• Try it
Provide only the number of lines in the listing that contain the word "Hariet".

• Provided records

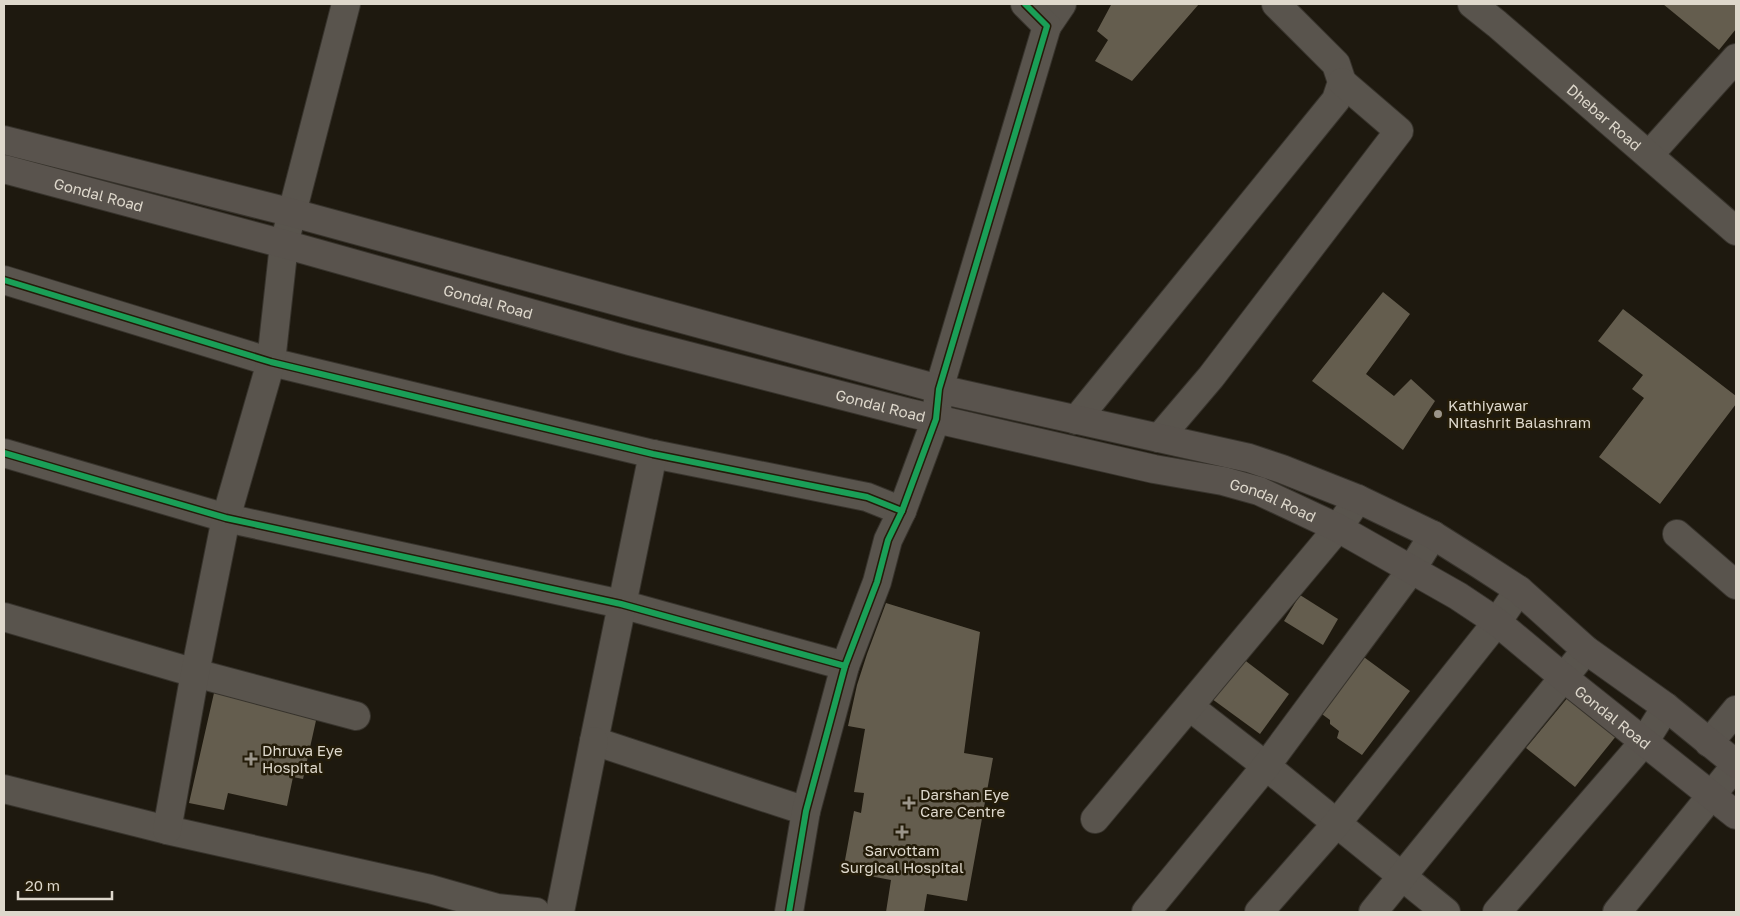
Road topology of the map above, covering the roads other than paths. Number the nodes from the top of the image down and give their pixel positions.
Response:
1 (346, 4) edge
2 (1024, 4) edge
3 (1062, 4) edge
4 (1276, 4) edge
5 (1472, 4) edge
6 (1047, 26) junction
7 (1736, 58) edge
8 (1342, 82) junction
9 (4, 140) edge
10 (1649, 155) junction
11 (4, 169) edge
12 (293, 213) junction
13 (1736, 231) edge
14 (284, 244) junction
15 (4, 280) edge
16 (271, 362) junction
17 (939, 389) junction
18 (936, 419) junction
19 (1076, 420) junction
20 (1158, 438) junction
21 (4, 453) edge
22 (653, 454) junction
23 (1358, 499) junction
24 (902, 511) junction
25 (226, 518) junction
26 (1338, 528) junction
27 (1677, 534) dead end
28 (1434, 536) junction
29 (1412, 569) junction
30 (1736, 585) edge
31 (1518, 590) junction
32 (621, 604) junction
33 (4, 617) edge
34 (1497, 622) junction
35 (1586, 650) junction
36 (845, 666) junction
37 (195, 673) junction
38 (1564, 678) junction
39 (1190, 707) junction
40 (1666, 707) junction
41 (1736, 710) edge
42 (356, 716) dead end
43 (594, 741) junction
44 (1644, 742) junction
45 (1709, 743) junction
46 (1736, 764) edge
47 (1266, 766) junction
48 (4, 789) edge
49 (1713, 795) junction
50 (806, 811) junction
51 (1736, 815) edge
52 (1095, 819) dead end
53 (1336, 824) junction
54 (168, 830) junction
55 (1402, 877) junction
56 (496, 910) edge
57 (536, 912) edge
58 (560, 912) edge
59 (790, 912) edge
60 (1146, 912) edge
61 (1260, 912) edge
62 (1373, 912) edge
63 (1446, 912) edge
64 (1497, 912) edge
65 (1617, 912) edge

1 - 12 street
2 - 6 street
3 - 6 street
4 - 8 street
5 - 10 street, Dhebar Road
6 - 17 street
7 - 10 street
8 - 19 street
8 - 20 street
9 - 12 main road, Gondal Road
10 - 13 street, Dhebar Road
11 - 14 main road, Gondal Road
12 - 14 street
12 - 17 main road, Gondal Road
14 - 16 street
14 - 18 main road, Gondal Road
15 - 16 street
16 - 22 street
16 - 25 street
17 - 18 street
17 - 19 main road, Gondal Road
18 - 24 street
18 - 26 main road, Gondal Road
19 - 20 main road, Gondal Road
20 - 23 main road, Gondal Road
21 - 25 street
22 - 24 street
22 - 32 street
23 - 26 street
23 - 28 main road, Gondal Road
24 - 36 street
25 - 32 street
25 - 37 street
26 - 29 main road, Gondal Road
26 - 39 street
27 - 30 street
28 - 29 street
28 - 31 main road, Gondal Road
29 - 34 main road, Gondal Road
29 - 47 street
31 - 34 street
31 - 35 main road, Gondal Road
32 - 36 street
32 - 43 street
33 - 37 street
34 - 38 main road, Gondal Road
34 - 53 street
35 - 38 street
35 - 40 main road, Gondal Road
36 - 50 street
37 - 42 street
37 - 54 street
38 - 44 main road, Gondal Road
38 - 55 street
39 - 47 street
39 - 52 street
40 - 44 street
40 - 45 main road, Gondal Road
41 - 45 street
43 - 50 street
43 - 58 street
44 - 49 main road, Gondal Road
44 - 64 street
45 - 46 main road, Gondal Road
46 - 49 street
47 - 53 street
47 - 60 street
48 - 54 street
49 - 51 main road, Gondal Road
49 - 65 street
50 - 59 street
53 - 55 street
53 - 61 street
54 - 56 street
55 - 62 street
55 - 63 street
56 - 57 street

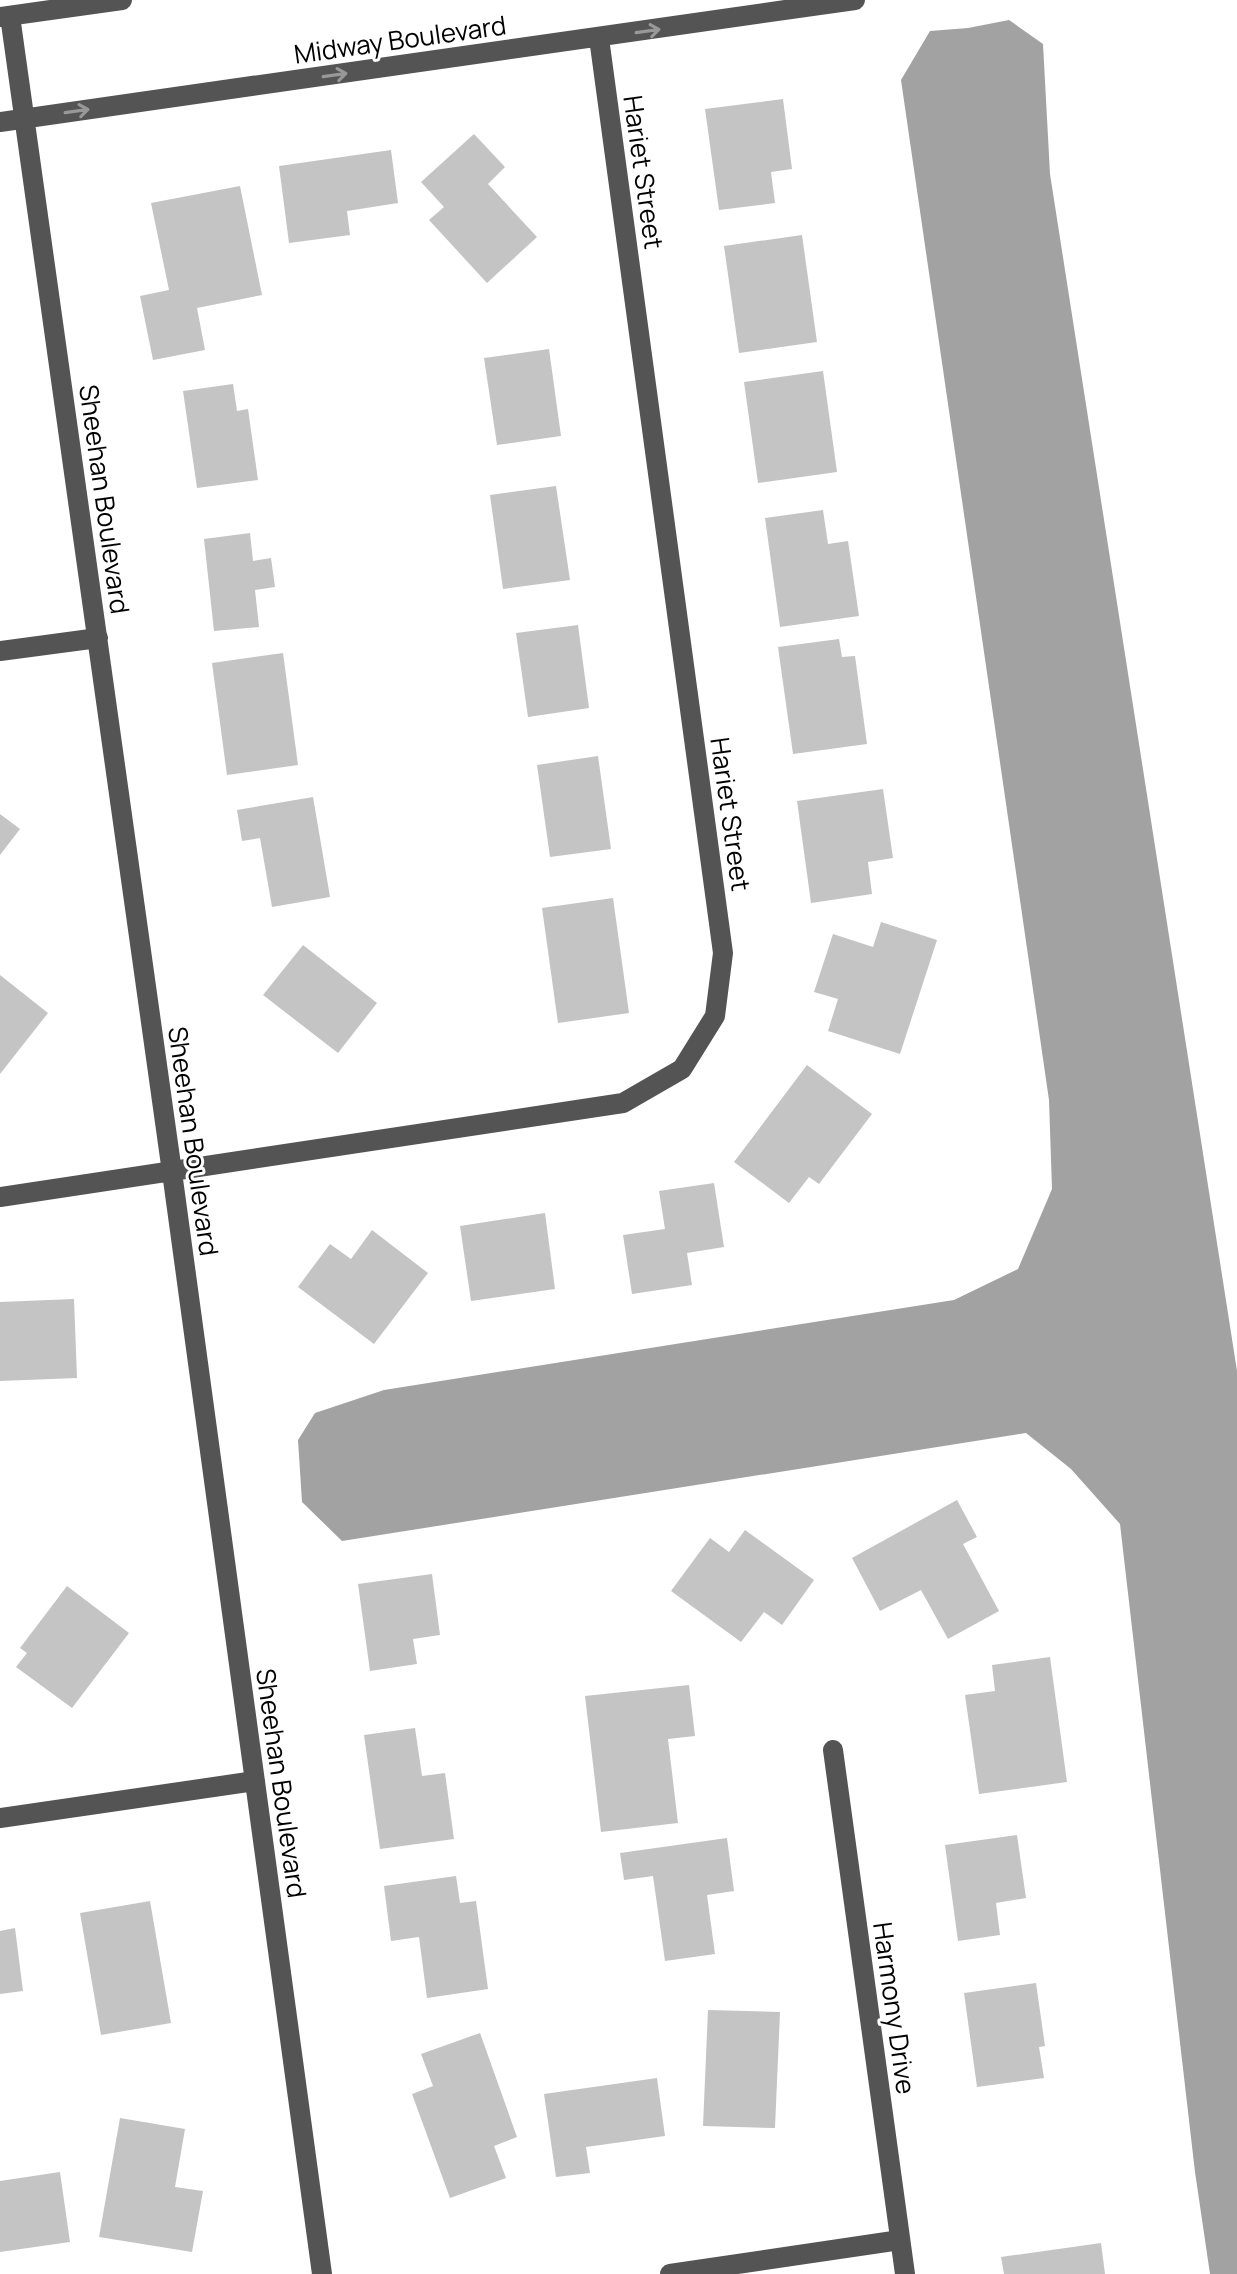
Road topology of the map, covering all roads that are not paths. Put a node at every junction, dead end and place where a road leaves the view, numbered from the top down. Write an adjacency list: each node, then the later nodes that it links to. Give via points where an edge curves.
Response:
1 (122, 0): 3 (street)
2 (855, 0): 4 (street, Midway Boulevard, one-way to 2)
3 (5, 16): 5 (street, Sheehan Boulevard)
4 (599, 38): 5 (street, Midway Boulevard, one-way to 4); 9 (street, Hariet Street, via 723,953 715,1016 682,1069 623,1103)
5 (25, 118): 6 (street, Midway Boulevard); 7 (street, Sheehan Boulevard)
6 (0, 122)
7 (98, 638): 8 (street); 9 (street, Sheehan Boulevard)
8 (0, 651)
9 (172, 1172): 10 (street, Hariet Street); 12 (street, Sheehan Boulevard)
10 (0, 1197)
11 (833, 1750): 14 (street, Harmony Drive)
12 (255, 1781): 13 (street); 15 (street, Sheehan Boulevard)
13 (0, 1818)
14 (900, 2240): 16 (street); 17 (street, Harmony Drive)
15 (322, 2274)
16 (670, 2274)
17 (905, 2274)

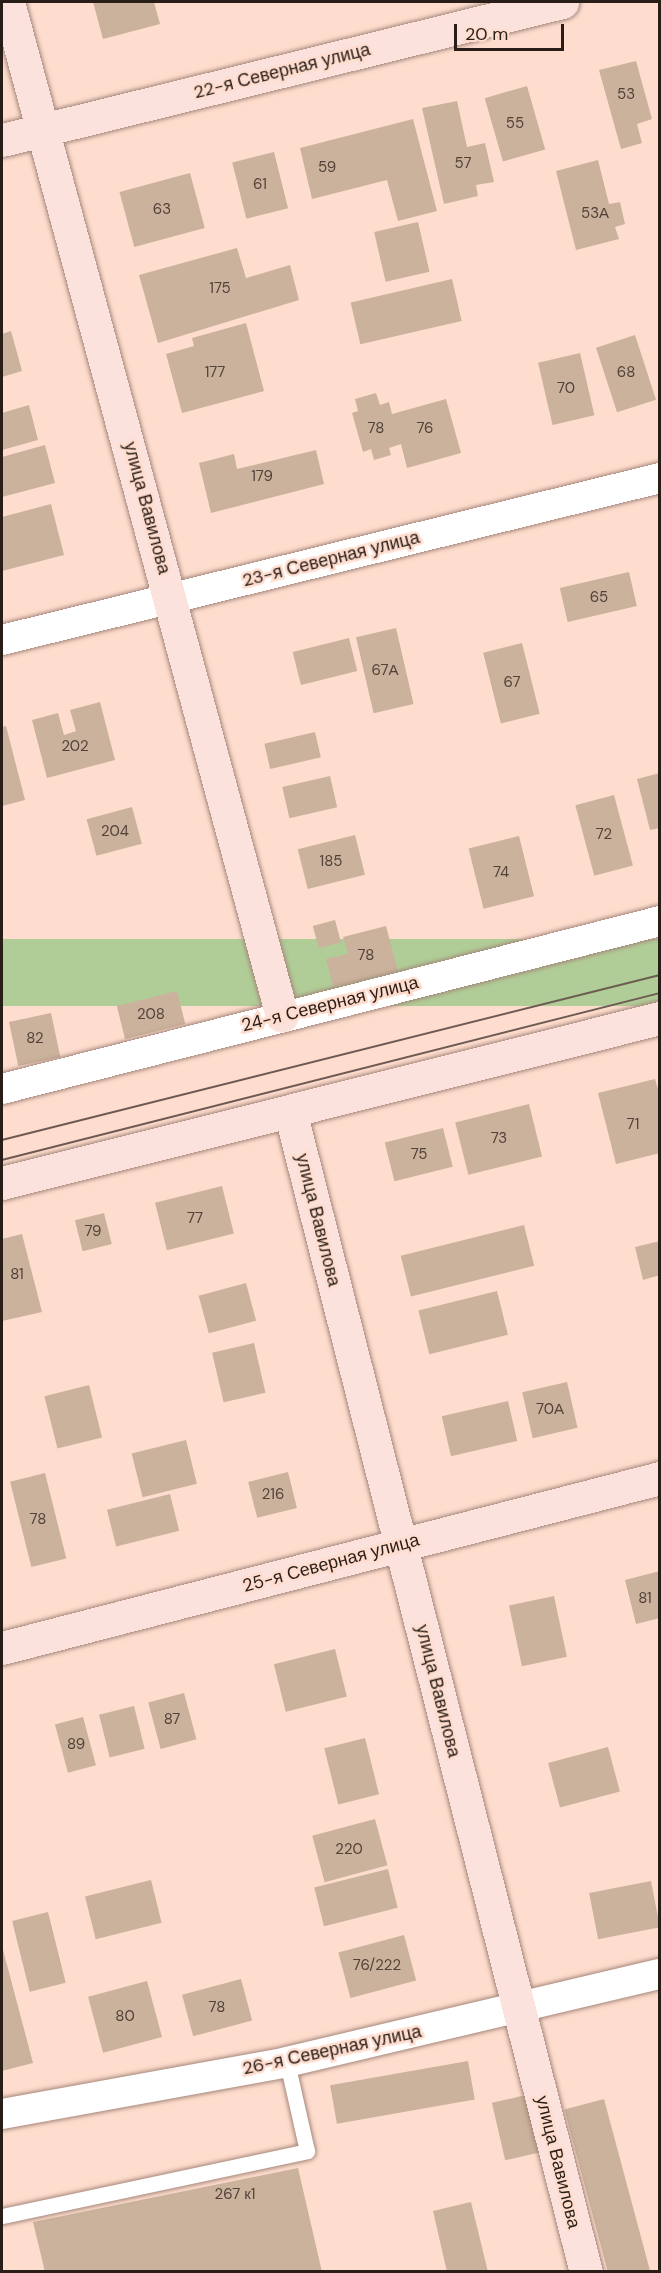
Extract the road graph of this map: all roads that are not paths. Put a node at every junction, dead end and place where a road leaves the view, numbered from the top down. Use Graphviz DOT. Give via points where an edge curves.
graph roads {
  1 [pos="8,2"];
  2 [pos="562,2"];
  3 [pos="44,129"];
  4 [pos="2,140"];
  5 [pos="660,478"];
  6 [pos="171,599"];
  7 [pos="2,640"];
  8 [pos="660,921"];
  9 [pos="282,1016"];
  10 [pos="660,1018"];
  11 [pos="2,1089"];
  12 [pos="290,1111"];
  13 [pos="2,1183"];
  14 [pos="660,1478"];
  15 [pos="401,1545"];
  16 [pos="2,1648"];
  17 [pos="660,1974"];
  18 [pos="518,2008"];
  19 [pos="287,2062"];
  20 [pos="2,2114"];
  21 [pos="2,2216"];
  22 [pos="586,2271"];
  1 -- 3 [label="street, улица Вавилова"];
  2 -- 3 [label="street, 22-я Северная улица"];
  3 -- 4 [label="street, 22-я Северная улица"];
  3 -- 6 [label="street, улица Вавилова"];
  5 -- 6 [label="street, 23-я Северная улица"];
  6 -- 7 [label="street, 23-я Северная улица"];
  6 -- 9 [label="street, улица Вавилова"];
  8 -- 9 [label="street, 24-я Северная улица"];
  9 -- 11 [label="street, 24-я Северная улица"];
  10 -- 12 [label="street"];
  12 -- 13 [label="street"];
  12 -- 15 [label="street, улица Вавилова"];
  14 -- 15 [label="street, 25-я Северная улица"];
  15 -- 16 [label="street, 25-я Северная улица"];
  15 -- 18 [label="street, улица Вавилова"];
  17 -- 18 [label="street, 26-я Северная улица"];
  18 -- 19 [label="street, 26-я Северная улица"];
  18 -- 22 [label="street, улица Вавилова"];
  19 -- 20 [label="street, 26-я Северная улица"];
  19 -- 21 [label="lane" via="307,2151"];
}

• Your solution
2